━━ SUPPLIED MATERIAL ━━

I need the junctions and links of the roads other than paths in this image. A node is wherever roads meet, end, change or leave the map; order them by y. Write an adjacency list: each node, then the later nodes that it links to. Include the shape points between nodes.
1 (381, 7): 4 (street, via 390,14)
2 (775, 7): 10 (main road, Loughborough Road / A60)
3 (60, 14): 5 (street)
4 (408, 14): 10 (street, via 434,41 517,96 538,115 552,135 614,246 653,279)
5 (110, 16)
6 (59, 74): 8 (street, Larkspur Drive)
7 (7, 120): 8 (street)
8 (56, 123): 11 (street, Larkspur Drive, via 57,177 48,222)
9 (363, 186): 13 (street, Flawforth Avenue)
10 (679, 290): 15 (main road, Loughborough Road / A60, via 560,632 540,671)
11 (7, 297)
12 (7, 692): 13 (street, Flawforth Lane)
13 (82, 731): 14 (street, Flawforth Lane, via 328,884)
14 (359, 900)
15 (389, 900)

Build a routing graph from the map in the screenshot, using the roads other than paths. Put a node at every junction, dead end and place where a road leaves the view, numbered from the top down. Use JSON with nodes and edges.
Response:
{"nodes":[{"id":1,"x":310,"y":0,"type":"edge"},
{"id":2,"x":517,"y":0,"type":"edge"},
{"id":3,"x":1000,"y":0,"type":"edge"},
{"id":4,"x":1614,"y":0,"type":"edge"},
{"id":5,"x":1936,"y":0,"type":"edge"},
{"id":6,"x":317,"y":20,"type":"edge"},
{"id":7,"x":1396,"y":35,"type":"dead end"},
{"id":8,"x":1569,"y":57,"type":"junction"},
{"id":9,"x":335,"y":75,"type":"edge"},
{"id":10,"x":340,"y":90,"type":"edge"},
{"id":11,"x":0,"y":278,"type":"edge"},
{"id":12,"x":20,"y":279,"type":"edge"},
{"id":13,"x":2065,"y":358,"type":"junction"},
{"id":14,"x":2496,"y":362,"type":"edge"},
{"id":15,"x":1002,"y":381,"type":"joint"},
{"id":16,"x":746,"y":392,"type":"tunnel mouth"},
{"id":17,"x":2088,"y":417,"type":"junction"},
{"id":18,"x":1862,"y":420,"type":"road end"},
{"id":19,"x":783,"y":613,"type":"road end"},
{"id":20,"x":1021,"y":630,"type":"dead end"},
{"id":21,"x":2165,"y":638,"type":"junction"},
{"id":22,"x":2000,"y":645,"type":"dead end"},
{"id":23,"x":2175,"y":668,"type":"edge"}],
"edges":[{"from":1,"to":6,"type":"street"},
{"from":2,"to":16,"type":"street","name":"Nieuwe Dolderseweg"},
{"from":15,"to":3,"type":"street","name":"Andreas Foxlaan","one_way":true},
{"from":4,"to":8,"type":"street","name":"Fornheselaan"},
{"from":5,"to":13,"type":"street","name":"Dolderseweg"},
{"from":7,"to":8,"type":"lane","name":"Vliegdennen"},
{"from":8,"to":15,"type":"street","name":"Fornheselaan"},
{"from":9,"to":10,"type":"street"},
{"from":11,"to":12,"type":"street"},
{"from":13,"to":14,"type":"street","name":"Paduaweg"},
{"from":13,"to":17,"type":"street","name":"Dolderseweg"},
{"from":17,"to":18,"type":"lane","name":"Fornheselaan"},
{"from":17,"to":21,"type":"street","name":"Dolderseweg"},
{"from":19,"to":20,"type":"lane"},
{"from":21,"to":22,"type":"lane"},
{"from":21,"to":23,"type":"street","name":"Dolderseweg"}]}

━━━

• [TRY IT] Write the data back out verbatim.

• [THE COMPLETED TASK]
I need the junctions and links of the roads other than paths in this image. A node is wherever roads meet, end, change or leave the map; order them by y. Write an adjacency list: each node, then the later nodes that it links to. Include the shape points between nodes.
1 (381, 7): 4 (street, via 390,14)
2 (775, 7): 10 (main road, Loughborough Road / A60)
3 (60, 14): 5 (street)
4 (408, 14): 10 (street, via 434,41 517,96 538,115 552,135 614,246 653,279)
5 (110, 16)
6 (59, 74): 8 (street, Larkspur Drive)
7 (7, 120): 8 (street)
8 (56, 123): 11 (street, Larkspur Drive, via 57,177 48,222)
9 (363, 186): 13 (street, Flawforth Avenue)
10 (679, 290): 15 (main road, Loughborough Road / A60, via 560,632 540,671)
11 (7, 297)
12 (7, 692): 13 (street, Flawforth Lane)
13 (82, 731): 14 (street, Flawforth Lane, via 328,884)
14 (359, 900)
15 (389, 900)

Build a routing graph from the map in the screenshot, using the roads other than paths. Put a node at every junction, dead end and place where a road leaves the view, numbered from the top down. Use JSON with nodes and edges.
Response:
{"nodes":[{"id":1,"x":310,"y":0,"type":"edge"},
{"id":2,"x":517,"y":0,"type":"edge"},
{"id":3,"x":1000,"y":0,"type":"edge"},
{"id":4,"x":1614,"y":0,"type":"edge"},
{"id":5,"x":1936,"y":0,"type":"edge"},
{"id":6,"x":317,"y":20,"type":"edge"},
{"id":7,"x":1396,"y":35,"type":"dead end"},
{"id":8,"x":1569,"y":57,"type":"junction"},
{"id":9,"x":335,"y":75,"type":"edge"},
{"id":10,"x":340,"y":90,"type":"edge"},
{"id":11,"x":0,"y":278,"type":"edge"},
{"id":12,"x":20,"y":279,"type":"edge"},
{"id":13,"x":2065,"y":358,"type":"junction"},
{"id":14,"x":2496,"y":362,"type":"edge"},
{"id":15,"x":1002,"y":381,"type":"joint"},
{"id":16,"x":746,"y":392,"type":"tunnel mouth"},
{"id":17,"x":2088,"y":417,"type":"junction"},
{"id":18,"x":1862,"y":420,"type":"road end"},
{"id":19,"x":783,"y":613,"type":"road end"},
{"id":20,"x":1021,"y":630,"type":"dead end"},
{"id":21,"x":2165,"y":638,"type":"junction"},
{"id":22,"x":2000,"y":645,"type":"dead end"},
{"id":23,"x":2175,"y":668,"type":"edge"}],
"edges":[{"from":1,"to":6,"type":"street"},
{"from":2,"to":16,"type":"street","name":"Nieuwe Dolderseweg"},
{"from":15,"to":3,"type":"street","name":"Andreas Foxlaan","one_way":true},
{"from":4,"to":8,"type":"street","name":"Fornheselaan"},
{"from":5,"to":13,"type":"street","name":"Dolderseweg"},
{"from":7,"to":8,"type":"lane","name":"Vliegdennen"},
{"from":8,"to":15,"type":"street","name":"Fornheselaan"},
{"from":9,"to":10,"type":"street"},
{"from":11,"to":12,"type":"street"},
{"from":13,"to":14,"type":"street","name":"Paduaweg"},
{"from":13,"to":17,"type":"street","name":"Dolderseweg"},
{"from":17,"to":18,"type":"lane","name":"Fornheselaan"},
{"from":17,"to":21,"type":"street","name":"Dolderseweg"},
{"from":19,"to":20,"type":"lane"},
{"from":21,"to":22,"type":"lane"},
{"from":21,"to":23,"type":"street","name":"Dolderseweg"}]}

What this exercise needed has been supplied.